Perhaps the biggest source of human misery is the tradeoff between short-term and long-term goals. We are wired to do what seems best to us right now, even if those actions conflict with what is best for us in the long-term. That is why we eat that piece of cake instead of dieting. It is also why we spend our money now rather than saving for retirement.
In order to protect our future self from our current self, we have created retirement accounts where we put some amount of our money now so that we'll have enough to live on when we get older. In many companies, employees are required to put a certain amount of money away for the future, and then they have the option to save even more.
Often, people do not put away enough money for their retirement. There are lots of reasons for this. For one, there are lots of expenses in the present that are important, and so it is just hard to find enough money to save for the future. But even when it is possible to save for the future, your 'old' self feels distant from who you are now. It is hard to deny your current self to benefit the person you will be after you retire.
So, what can you do to help yourself save enough for retirement?
This question was explored by Christopher Bryan and Hal Hershfield in a paper in the August, 2012 issue of the Journal of Experimental Psychology: General.
They point out that there are two distinct ways to try to convince people to save for their future. One is to remind people that it is in their own best interest to save money for the future. That is, people must be reminded that the money they save now will be money they get to use later.
The second is to appeal to people's sense of social responsibility. People may have a hard time visualizing their future self, but they certainly know that self is someone close to them. And most people spend money on their close relatives in addition to themselves. So, appealing to people's responsibility for their future self may be an effective way to get them to save for the future.

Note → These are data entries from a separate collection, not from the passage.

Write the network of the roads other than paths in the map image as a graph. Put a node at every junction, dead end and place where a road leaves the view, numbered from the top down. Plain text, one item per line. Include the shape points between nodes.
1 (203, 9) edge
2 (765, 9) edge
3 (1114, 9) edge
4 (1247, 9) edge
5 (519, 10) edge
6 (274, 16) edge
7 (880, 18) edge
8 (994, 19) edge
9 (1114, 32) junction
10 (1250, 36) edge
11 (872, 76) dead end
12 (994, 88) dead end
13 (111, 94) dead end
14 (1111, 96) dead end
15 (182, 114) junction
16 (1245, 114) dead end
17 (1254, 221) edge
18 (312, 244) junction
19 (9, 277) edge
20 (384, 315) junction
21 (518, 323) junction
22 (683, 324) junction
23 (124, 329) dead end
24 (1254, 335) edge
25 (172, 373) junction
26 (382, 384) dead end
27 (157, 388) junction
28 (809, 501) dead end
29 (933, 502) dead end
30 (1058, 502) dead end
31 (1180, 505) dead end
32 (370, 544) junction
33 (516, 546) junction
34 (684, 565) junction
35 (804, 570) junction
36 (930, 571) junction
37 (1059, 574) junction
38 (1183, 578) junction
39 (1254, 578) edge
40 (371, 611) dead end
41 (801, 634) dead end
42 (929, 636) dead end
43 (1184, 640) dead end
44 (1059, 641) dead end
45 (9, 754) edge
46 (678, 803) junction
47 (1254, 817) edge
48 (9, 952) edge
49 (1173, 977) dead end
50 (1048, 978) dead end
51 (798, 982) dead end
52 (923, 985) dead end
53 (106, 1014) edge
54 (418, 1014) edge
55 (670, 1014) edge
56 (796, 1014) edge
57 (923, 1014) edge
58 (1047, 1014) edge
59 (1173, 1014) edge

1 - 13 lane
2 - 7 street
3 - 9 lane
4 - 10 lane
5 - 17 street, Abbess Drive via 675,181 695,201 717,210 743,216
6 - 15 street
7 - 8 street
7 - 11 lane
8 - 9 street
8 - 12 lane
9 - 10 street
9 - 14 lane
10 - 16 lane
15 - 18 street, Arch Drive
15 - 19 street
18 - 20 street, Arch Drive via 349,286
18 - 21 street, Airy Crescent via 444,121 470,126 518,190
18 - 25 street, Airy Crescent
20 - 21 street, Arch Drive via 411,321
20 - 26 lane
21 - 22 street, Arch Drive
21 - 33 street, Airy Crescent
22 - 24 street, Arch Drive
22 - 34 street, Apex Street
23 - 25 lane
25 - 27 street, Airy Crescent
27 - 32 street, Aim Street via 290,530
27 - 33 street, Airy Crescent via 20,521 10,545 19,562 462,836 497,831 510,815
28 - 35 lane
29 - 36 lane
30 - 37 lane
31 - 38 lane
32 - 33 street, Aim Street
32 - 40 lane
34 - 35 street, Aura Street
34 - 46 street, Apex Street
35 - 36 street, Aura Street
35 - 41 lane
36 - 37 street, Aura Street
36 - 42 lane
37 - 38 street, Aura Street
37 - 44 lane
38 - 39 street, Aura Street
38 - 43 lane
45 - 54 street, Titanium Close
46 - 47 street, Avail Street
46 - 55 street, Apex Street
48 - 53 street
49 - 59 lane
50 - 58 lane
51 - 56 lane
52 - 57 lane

To test this idea, employees at a university were given one of two persuasive messages about retirement savings. One message focused on how retirement savings were in the person's best interest. The other message focused on how saving for retirement was a responsibility to that person's future self. The researchers also gathered information about how socially close people felt to their future self. Finally, the researchers gathered information from the university benefits office about how much money people chose to save for retirement after seeing the messages.
The message about self-interest had no influence on people's behavior. That is, reminding people that it was in their self-interest to save for retirement did not spur additional savings. The message about responsibility for the future self did affect some people, though. In particular, people who felt socially close to their future self were much more likely to save additional money for retirement after being exposed to the message about responsibility. Those people who did not feel socially close to their future self were not much more likely to save for retirement.
The results of this study suggest that if you want to help protect your long-term self from your short-term self, there are two things you need to do. First, spend some time thinking about who you are going to be as you get older. This exercise will help you to feel closer to the person you will be in the future. Second, remember that you have a responsibility to treat your future self as you would any member of your family.